■ **TASK BRIEF**
Only the text of the entries below should appear in your exact transcription; leave out every picture.

[Collected data]
—————
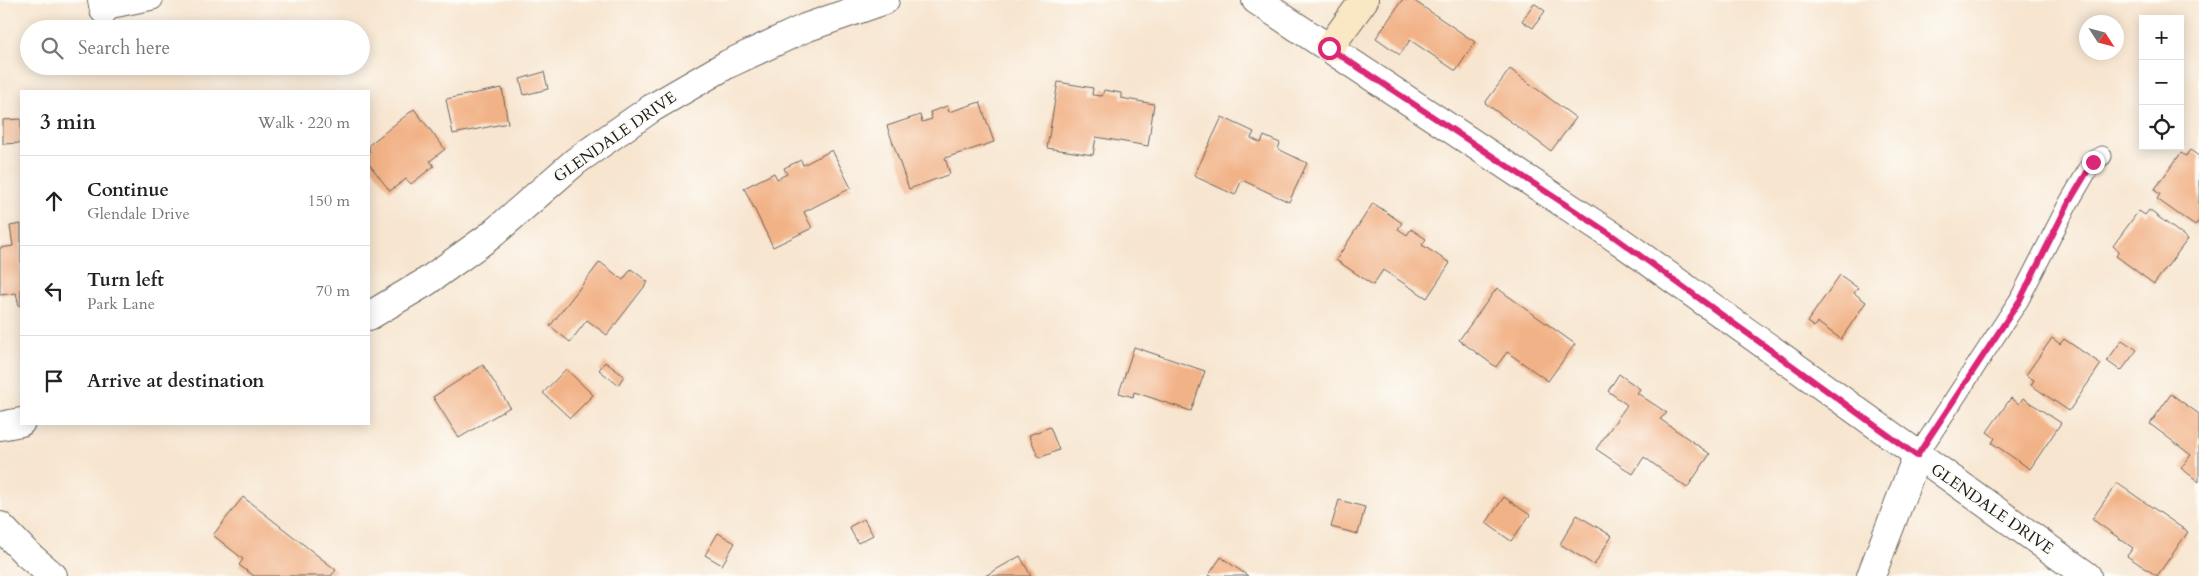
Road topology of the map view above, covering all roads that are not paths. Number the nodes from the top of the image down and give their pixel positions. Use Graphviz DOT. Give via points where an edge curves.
graph roads {
  1 [pos="153,0"];
  2 [pos="885,0"];
  3 [pos="1256,0"];
  4 [pos="1364,0"];
  5 [pos="103,5"];
  6 [pos="1329,48"];
  7 [pos="2102,156"];
  8 [pos="370,315"];
  9 [pos="20,422"];
  10 [pos="0,426"];
  11 [pos="1917,456"];
  12 [pos="0,526"];
  13 [pos="53,576"];
  14 [pos="1871,576"];
  15 [pos="2087,576"];
  1 -- 5 [label="lane"];
  2 -- 8 [label="street, GLENDALE DRIVE" via="805,28 736,60 652,108 576,161 490,236 426,282"];
  3 -- 6 [label="street, GLENDALE DRIVE"];
  4 -- 6 [label="street"];
  6 -- 11 [label="street, GLENDALE DRIVE" via="1613,236"];
  7 -- 11 [label="lane" via="2093,162 2068,204 2020,300"];
  9 -- 10 [label="street"];
  11 -- 14 [label="street"];
  11 -- 15 [label="street, GLENDALE DRIVE"];
  12 -- 13 [label="street"];
}
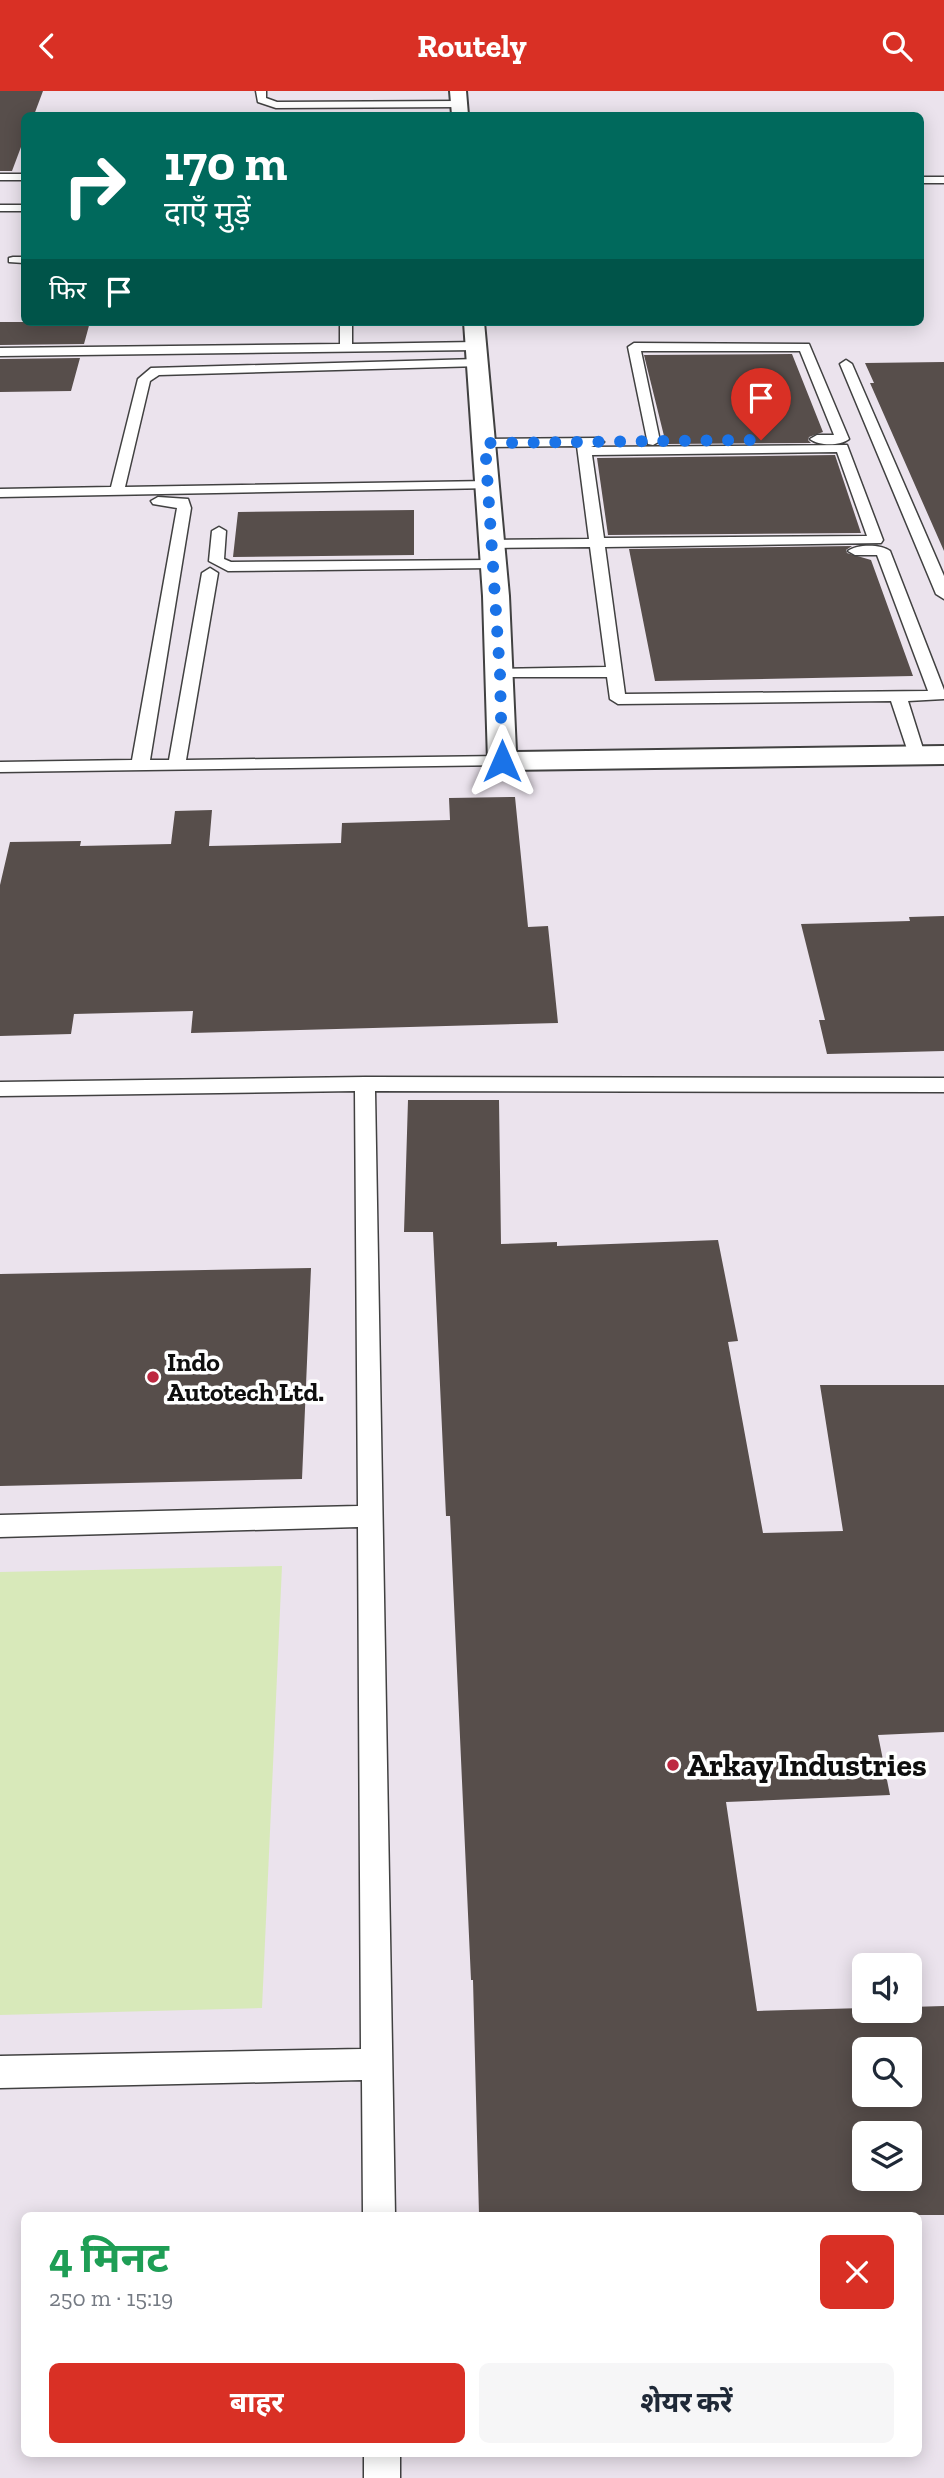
—————
■ **PROBLEM SOLUTION**
Road topology of the map view above, covering all roads that are not paths. Number the nodes from the top of the image down and give their pixel positions. Use Graphviz DOT. Give via points where an edge curves.
graph roads {
  1 [pos="153,0"];
  2 [pos="885,0"];
  3 [pos="1256,0"];
  4 [pos="1364,0"];
  5 [pos="103,5"];
  6 [pos="1329,48"];
  7 [pos="2102,156"];
  8 [pos="370,315"];
  9 [pos="20,422"];
  10 [pos="0,426"];
  11 [pos="1917,456"];
  12 [pos="0,526"];
  13 [pos="53,576"];
  14 [pos="1871,576"];
  15 [pos="2087,576"];
  1 -- 5 [label="lane"];
  2 -- 8 [label="street, GLENDALE DRIVE" via="805,28 736,60 652,108 576,161 490,236 426,282"];
  3 -- 6 [label="street, GLENDALE DRIVE"];
  4 -- 6 [label="street"];
  6 -- 11 [label="street, GLENDALE DRIVE" via="1613,236"];
  7 -- 11 [label="lane" via="2093,162 2068,204 2020,300"];
  9 -- 10 [label="street"];
  11 -- 14 [label="street"];
  11 -- 15 [label="street, GLENDALE DRIVE"];
  12 -- 13 [label="street"];
}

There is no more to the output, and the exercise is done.